Doubt you'll get a better coffee machine for circa £1000 than the EXpobar DB, it ain't exactly rocket science no pun intended.

I struggled with a Gaggia Classic for seven years cause I mistakenly thought that the next upgrade was to a Rancillo Silvia, when I went to ask the guys in ES about a dual boiler machine and told them my budget (£500) they just laughed, talk about being out of my depth

I am still utterly amazed at what the Expobar and a good grinder is capable of, I'm now drinking the best coffee in my life thanks to the guys at ES and you guys on here.

Beans, did I mention beans?


----------



## resman

Very much appreciate all your comments- based on them the shortlist apears to narrow to the Vivaldi Mini or the ECM Barista with a Brewtus in third place. The defining difference between the first two is the E61 group in the ECM, and the electronics in the Vivaldi.

Having never had an E61 machine, how much difference does the E61 make other than it is simple to maintain?

One a similar note, given that my Silvia has been through 2 pumps and 2 boilers in its life (and I had to re-wire it last night), the simplicity of the ECM feels attractive, and the complexity of the Vivaldi a slight worry- or am I barking up non-existant tree?

Simon


----------



## 7493

E61 based machines are relatively simple and cost effective to maintain. I am currently on my second one. To judge from other people's experiences on here the Vivaldi is a more commercial machine and appears to be very reliable. Appearance is an issue. The Vivaldi is less 'shiny shiny' than the other two. The dual boiler machines are arguably easier to use than the HX Barista. I have gone from a single boiler E61 machine to an HX and, while the HX is quicker because you don't have to wait for it to get to steam temp and back down again there is still the issue of cooling flushes. In the absence of a thermometer this seems a bit hit and miss to me. Ultimately I won't be happy until I have a dual boiler or maybe a lever but the HX was too good a deal to miss. In your position I would almost certainly go for the Brewtus as much because I prefer the look of it as for any other reason. I suspect the Vivaldi is probably a better machine in terms of build and longevity I just don't like the look of it as much.


----------



## coffeebean

Fracino make the Londinium - have you ever considered a Fracino Retro?


----------



## coffeechap

coffeebean said:


> Fracino make the Londinium - have you ever considered a Fracino Retro?


Have you ever tried them side by side? Not in the same league


----------



## Mrboots2u

as the name will tell you Spazbarista ( formely know as expobarista ) Went from a brewtus to a La Spaz machine ( Ronsils old one ) . Perhaps drop him a pm to get a feel for his experiences with the two machines..


----------



## coffeebean

coffeechap said:


> Have you ever tried them side by side? Not in the same league


not in the same price bracket either though.......


----------



## coffeechap

coffeebean said:


> not in the same price bracket either though.......

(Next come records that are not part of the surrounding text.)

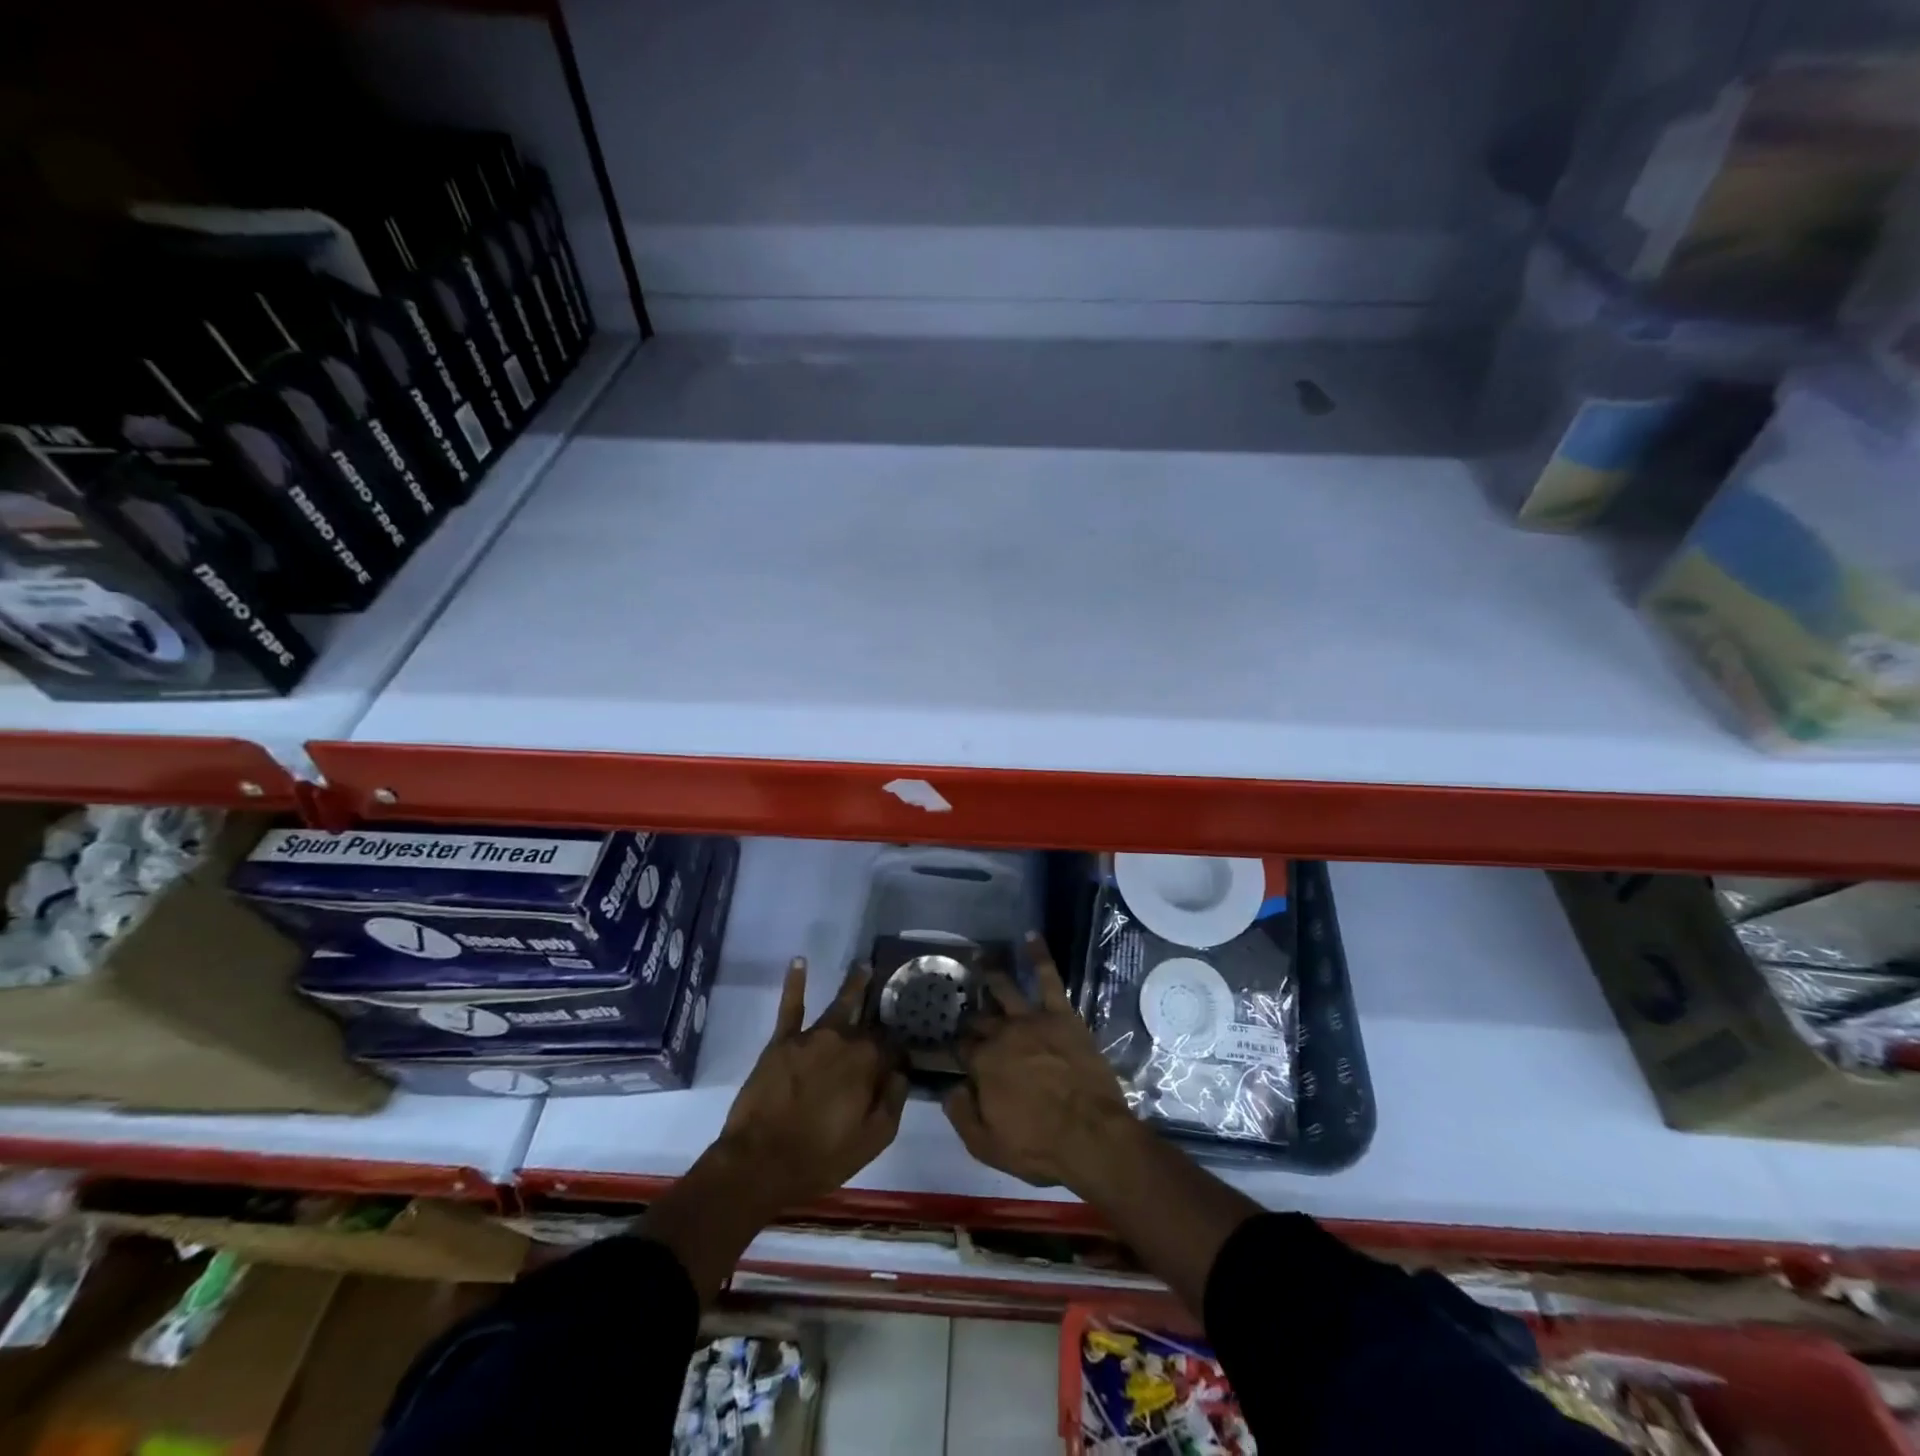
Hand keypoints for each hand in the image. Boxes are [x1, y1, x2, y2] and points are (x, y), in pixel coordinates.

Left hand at [715, 957, 908, 1214]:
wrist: (759, 1163)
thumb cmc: (820, 1158)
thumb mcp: (872, 1140)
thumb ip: (893, 1102)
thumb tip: (902, 1071)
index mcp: (868, 1064)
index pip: (893, 1046)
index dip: (900, 1048)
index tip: (906, 1047)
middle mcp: (844, 1041)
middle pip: (869, 1022)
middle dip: (882, 1009)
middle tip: (894, 991)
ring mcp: (812, 1037)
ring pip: (839, 1004)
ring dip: (854, 985)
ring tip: (864, 966)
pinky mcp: (782, 1041)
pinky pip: (791, 1006)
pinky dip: (795, 982)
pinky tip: (799, 960)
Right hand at [944, 933, 1141, 1190]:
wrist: (1092, 1136)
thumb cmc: (1039, 1147)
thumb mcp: (988, 1146)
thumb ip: (961, 1115)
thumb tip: (950, 1088)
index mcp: (983, 1064)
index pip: (962, 1047)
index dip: (957, 1046)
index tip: (953, 1044)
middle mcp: (1003, 1035)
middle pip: (980, 1019)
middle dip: (970, 1015)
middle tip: (963, 1006)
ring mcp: (1032, 1020)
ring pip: (1005, 990)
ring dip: (990, 974)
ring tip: (979, 958)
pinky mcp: (1062, 1014)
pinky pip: (1048, 979)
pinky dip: (1039, 956)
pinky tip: (1031, 937)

Agreed but would you want that size boiler on, with the extra costs and the extra size? Are you setiously recommended this as a home machine?


----------



## coffeebean

True enough Dave!


----------



## coffeebean

I would consider an Ariete though. Big step up from a Silvia, has lovely wooden flick valves and E61 group with lever and you would have a fair bit of change left over from your budget!


----------



## bongo

I was pondering this myself not too long ago. About a year to be exact. I had and still own a Gaggia classic and a europicola. I Wanted to step up and was looking at the fraccino piccino or similar, until I had some good info and advice from members on this forum.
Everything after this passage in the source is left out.